Durbano has raised interesting and important questions about the way in which the Utah State Bar interacts with those requesting accommodation. And he has given us reason to think about ways in which the Bar can provide more transparent and responsive service to those seeking accommodation. But he has not convinced us that we should exercise our discretionary authority to grant the relief he seeks. Accordingly, we deny the petition.
Scant comfort there.
He had not pursued available remedies to the denial
A person displeased with the Test Accommodations Committee’s decision may request review of that decision by the Bar’s Admissions Committee. Id. 14-706(c); see id. 14-715(a)(1). And that committee’s decision can be appealed to this court. Id. 14-715(e).
Durbano could have followed this path to advance his claim that he was entitled to an accommodation. That is, Durbano could have submitted a request for a testing accommodation, even if incomplete. And if denied, he could have requested that the Bar Admission’s Committee review the Testing Accommodations Committee’s decision. If again denied, he could have then appealed the Committee’s decision to this court. Durbano disagrees and contends that proceeding down that route would have been futile.
...But Durbano’s complaint is not with the rule that allows the Bar to grant test accommodations in appropriate circumstances.
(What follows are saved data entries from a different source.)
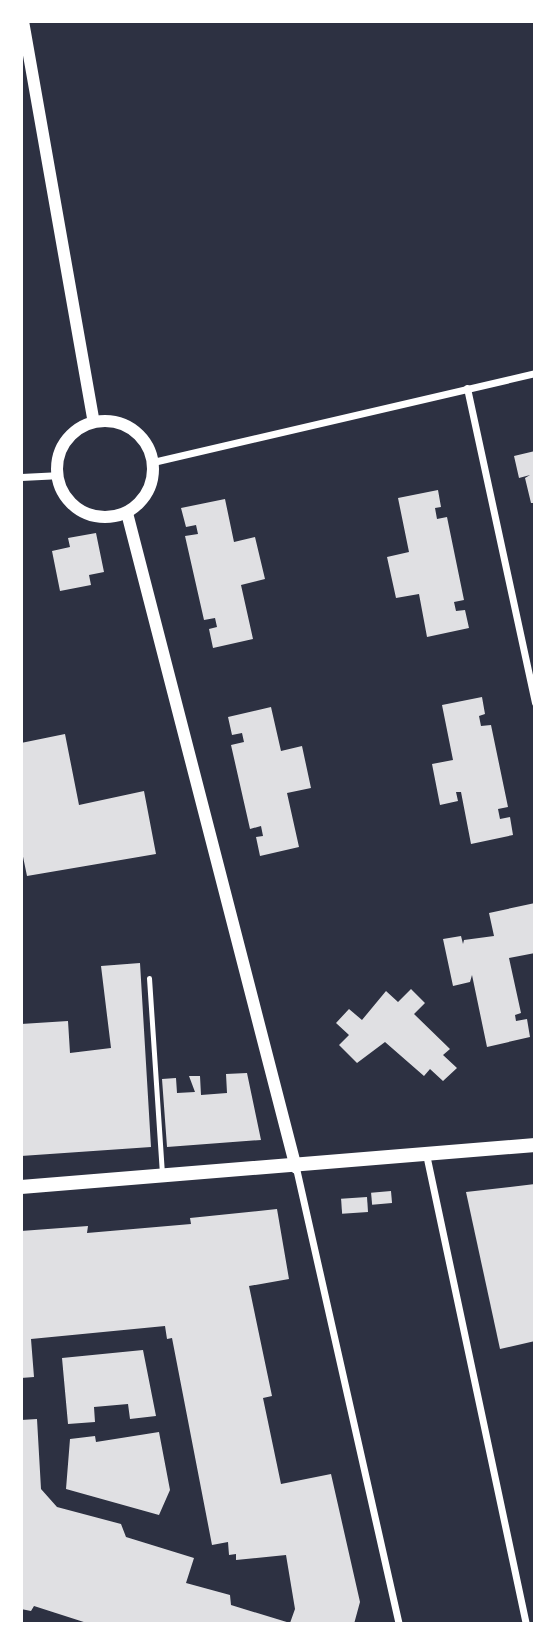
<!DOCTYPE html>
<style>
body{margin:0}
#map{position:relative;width:556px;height:1645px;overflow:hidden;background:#2d3142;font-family:"Space Grotesk",sans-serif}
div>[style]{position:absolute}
.building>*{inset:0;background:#e0e0e3;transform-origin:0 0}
.service>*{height:5px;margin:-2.5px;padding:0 2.5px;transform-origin:2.5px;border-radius:2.5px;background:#fff}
.minor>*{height:7px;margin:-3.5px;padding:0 3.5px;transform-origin:3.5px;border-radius:3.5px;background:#fff}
.tertiary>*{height:12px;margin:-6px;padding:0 6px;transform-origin:6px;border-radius:6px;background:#fff}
.tertiary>.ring{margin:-6px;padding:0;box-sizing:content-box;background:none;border:12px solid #fff;border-radius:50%}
.secondary>*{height:14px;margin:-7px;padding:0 7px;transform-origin:7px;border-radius:7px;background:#fff}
span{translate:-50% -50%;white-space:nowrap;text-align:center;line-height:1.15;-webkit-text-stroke:6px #fff;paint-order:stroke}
.frame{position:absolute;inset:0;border:23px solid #fff;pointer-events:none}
</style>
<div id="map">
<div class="building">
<i style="clip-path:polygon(535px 451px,535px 503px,531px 503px,525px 478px,530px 475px,519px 478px,514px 456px)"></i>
<i style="clip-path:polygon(438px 490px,441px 507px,435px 508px,437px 519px,447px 517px,464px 600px,454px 602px,456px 611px,465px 610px,469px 628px,427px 637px,419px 594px,396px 598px,387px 557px,409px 552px,398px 498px)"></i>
<i style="clip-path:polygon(225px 499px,234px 542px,255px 537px,265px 579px,241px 585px,253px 639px,213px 648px,209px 629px,217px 627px,215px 618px,204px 620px,185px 536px,198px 534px,196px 525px,186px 527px,181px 508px)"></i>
<i style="clip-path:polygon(96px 533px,104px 572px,89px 575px,91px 585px,60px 591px,52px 551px,70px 547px,68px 538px)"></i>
<i style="clip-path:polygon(482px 697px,485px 714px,479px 716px,481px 726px,491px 725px,508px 807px,498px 809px,500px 819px,510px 817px,513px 835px,471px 844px,461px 792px,456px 792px,458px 801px,440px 805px,432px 764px,453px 760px,442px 705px)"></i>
<i style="clip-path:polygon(271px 707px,281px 751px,302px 746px,311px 788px,287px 793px,299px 847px,260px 856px,256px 837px,263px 836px,261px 826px,250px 829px,231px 745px,244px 742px,242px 733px,232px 735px,228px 717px)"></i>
<i style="clip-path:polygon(65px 734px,79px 805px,144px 791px,156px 854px,27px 876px,21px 847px,21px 743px)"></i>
<i style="clip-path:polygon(535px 903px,535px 953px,509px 958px,521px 1013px,515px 1015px,516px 1021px,527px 1019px,530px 1037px,487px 1047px,472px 975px,470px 982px,453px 986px,443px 939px,461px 936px,463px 944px,464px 940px,494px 936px,489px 913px)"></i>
<i style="clip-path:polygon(140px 963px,151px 1147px,21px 1156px,21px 1024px,68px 1021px,70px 1053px,111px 1048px,101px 966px)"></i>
<i style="clip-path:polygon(411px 989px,425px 1003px,414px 1014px,450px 1049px,443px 1055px,457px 1068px,443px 1081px,430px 1069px,424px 1076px,385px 1042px,357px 1063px,339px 1045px,349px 1035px,336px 1023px,349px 1009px,362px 1020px,386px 991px,398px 1002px)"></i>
<i style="clip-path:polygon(247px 1073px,261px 1140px,167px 1147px,162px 1079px,176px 1078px,177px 1093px,195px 1092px,189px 1076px,200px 1076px,201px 1095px,227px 1093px,226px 1074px)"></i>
<i style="clip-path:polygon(535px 1184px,535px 1341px,500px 1349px,466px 1192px)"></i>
<i style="left:391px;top:1191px;width:12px;height:20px;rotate:85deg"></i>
<i style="left:367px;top:1197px;width:15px;height:26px;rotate:86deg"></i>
<i style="clip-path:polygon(277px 1209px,289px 1279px,249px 1286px,272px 1396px,263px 1398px,281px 1484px,331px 1474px,360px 1602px,354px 1624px,90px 1624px,34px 1606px,31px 1611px,21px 1609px,21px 1420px,37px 1419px,41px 1489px,57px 1507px,121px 1524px,126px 1537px,194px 1558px,186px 1583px,230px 1595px,231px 1605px,290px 1623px,295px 1609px,286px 1555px,236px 1560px,236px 1554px,229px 1555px,228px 1542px,212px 1545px,172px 1338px,167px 1339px,165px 1326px,31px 1339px,34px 1377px,21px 1378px,21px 1231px,88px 1226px,87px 1233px,191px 1224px,190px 1218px)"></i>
<i style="clip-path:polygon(143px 1350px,156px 1416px,130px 1419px,128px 1404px,94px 1407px,95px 1422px,68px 1424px,62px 1358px)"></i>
<i style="clip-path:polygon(159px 1432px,170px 1490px,159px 1515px,66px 1489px,70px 1439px,95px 1436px,96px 1442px)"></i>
</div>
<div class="service">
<i style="left:149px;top:978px;width:196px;rotate:86.2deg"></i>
</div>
<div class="minor">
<i style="left:467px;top:388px;width:322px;rotate:77.8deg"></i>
<i style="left:153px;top:462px;width:392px;rotate:-13.1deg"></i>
<i style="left:21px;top:477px;width:35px;rotate:-3deg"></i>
<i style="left:426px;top:1154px;width:481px;rotate:78deg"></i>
<i style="left:296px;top:1168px;width:467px;rotate:77.3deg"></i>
</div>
<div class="tertiary">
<i style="left:23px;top:21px;width:407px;rotate:80deg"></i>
<i class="ring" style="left:57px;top:421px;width:84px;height:84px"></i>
<i style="left:127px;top:513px;width:676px;rotate:75.53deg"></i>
</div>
<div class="secondary">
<i style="left:21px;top:1187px;width:516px;rotate:-4.67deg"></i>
</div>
<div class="frame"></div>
</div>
His beef centers on how the Bar implements that rule. Put differently, no rule requires Durbano to submit his test scores and physician’s verification. These are requirements the Bar imposes. And the Bar has the ability to adjust those requirements in appropriate circumstances. The only requirement that the rule places on the Bar is that it review testing accommodation requests made in writing at the time a Bar application is submitted. See id. 14-706.
No extraordinary relief
Durbano next argues that we should either waive the rules that require an applicant to pass the Bar Examination or admit him to the Bar because “[s]trict adherence to the rules in [his] case would undermine [the Bar’s] purpose of protecting the citizens of Utah.” Durbano details his law school achievements, his community service, and his work as a legal intern and argues that these, among other things, demonstrate that he has the chops to be an attorney.
Even though Durbano’s achievements are laudable, we are unconvinced that we should overturn the system we have in place—even on a one-time basis—for evaluating fitness to practice law in the state of Utah.
That system requires the applicant to pass the exam
A Bar Examination with a set passing score promotes a predictable and objective system. If we grant Durbano’s petition and admit him to the Bar, it is not difficult to foresee that we will soon be in the business of reevaluating the admission applications of others who fail to achieve a passing score. We understand that the examination process is not perfect, and that legitimately tough cases will live in the margins, but that is the price of a predictable and objective process. For these reasons, we deny Durbano’s petition for extraordinary relief.